### WHAT THE TASK REQUIRES
Take every line from the data that has the word "nodes" in it.

---- RECORDS FOR THE TASK

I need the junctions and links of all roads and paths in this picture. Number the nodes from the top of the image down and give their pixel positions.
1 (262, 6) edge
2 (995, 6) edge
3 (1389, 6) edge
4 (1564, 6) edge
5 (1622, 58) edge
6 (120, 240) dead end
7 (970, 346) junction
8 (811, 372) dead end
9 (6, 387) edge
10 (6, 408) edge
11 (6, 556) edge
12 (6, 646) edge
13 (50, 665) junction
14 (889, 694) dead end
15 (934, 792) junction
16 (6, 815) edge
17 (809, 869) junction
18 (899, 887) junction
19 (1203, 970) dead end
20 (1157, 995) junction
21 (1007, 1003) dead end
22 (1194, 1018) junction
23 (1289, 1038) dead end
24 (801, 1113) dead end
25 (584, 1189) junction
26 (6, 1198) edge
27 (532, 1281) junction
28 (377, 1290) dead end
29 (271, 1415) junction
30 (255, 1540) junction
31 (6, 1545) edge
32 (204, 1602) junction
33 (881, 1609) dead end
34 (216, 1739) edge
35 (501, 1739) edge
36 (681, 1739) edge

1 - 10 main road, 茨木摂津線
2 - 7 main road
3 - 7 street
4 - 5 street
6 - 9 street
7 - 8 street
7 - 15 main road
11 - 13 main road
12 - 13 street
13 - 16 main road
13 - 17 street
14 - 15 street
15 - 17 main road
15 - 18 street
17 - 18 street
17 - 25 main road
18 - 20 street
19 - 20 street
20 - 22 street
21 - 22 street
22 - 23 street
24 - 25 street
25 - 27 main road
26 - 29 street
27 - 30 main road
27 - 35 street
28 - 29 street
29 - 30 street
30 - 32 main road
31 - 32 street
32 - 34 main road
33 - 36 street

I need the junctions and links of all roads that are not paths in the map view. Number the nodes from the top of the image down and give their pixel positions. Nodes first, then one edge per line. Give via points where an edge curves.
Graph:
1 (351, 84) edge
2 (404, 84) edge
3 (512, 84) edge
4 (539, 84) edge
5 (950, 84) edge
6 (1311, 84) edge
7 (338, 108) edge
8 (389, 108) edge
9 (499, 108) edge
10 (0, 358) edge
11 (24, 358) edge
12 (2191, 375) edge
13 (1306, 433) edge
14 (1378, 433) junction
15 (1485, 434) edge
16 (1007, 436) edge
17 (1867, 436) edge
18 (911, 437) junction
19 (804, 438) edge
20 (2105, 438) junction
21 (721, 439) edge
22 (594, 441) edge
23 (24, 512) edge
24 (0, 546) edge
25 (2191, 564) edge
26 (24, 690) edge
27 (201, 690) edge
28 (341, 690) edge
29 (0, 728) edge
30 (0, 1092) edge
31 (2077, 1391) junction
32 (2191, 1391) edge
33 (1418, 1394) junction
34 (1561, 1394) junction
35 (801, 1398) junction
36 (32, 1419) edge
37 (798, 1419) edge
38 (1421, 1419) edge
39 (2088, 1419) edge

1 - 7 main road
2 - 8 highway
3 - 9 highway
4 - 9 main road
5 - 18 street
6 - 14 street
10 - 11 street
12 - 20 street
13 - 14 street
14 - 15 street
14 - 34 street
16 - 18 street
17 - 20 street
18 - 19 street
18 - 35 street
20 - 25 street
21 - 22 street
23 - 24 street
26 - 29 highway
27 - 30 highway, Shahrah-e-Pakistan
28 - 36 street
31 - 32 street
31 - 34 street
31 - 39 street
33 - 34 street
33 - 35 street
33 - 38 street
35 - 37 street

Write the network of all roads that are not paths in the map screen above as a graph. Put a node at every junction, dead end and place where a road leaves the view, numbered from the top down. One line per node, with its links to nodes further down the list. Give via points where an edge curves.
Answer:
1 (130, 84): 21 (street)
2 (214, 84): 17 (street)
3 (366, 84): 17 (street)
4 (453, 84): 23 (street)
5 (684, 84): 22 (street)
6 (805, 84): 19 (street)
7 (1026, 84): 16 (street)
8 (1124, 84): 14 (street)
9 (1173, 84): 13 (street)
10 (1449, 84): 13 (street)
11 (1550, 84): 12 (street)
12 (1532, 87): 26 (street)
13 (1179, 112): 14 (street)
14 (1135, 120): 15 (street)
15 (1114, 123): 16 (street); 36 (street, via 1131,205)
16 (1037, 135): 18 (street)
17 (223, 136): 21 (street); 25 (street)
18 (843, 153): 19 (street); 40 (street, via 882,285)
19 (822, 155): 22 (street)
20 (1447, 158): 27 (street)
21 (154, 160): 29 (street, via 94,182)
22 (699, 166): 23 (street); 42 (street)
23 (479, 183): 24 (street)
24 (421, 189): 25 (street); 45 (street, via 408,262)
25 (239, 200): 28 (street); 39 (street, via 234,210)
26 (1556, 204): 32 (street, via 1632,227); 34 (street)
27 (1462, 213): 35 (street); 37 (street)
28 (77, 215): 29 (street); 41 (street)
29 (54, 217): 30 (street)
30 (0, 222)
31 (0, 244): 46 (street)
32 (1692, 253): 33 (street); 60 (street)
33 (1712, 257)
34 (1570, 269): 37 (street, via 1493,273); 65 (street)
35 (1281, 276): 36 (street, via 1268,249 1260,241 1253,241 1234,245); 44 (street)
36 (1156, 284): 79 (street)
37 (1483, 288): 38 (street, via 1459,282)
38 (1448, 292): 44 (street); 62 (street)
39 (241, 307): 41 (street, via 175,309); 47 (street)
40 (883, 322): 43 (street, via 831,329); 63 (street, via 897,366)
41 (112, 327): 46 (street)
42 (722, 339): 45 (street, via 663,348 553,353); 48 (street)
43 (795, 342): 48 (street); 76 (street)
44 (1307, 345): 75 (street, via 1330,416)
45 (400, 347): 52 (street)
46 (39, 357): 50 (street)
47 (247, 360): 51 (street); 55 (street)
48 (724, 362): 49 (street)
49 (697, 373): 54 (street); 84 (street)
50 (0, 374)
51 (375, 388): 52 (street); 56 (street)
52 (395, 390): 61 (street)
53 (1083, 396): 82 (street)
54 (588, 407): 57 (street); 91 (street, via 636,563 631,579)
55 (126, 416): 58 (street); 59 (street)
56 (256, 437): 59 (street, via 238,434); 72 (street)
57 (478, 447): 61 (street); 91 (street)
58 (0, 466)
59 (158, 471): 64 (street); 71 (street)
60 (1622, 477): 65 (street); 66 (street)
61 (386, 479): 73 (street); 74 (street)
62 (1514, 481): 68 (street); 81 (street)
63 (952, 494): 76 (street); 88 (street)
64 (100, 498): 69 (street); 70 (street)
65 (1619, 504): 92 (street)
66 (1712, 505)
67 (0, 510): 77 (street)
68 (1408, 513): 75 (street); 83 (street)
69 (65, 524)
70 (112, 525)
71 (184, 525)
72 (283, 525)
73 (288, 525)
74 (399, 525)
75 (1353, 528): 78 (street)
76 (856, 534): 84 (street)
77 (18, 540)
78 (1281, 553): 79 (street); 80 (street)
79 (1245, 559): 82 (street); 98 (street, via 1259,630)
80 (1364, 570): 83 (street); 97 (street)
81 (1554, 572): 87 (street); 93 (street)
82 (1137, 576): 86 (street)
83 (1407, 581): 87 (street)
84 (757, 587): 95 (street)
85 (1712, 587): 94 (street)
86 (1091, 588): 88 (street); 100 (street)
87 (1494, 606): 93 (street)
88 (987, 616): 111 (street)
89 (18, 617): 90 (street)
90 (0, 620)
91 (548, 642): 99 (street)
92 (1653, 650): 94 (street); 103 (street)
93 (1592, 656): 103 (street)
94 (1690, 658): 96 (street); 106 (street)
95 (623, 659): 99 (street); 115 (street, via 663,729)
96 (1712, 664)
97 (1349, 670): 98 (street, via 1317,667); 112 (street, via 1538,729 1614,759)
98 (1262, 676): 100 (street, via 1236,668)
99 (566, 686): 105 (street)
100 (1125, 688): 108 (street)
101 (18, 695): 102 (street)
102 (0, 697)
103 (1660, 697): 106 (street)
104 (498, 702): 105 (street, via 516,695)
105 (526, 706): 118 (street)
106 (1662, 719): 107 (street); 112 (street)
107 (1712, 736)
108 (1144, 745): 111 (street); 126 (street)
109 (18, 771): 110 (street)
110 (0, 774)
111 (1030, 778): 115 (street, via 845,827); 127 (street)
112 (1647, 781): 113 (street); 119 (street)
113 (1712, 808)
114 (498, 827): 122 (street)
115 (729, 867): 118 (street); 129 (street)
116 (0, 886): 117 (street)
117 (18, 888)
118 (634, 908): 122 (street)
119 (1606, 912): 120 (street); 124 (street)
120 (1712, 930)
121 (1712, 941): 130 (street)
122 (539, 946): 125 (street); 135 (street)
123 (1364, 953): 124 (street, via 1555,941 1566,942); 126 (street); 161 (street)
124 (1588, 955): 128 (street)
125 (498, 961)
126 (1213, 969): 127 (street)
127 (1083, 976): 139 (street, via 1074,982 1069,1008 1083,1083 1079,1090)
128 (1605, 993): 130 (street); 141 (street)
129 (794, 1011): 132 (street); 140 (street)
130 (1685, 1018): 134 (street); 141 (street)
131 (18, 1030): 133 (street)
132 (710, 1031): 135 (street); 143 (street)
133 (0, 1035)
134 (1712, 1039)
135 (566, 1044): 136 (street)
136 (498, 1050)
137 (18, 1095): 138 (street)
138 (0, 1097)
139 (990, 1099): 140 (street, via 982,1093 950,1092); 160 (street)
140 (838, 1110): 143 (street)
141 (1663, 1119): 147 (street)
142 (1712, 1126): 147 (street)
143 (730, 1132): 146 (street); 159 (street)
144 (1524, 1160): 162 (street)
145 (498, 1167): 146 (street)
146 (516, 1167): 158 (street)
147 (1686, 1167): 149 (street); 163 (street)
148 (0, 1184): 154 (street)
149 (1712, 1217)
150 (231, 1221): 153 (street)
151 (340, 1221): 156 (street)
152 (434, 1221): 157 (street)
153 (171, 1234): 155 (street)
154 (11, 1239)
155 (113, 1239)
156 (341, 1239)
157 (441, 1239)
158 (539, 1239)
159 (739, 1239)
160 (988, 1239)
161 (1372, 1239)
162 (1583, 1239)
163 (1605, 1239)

--------

### WRITTEN SOLUTION
I need the junctions and links of all roads and paths in this picture. Number the nodes from the top of the image down and give their pixel positions.
I need the junctions and links of all roads that are not paths in the map view. Number the nodes from the top of the image down and give their pixel positions. Nodes first, then one edge per line. Give via points where an edge curves.
Write the network of all roads that are not paths in the map screen above as a graph. Put a node at every junction, dead end and place where a road leaves the view, numbered from the top down. One line per node, with its links to nodes further down the list. Give via points where an edge curves.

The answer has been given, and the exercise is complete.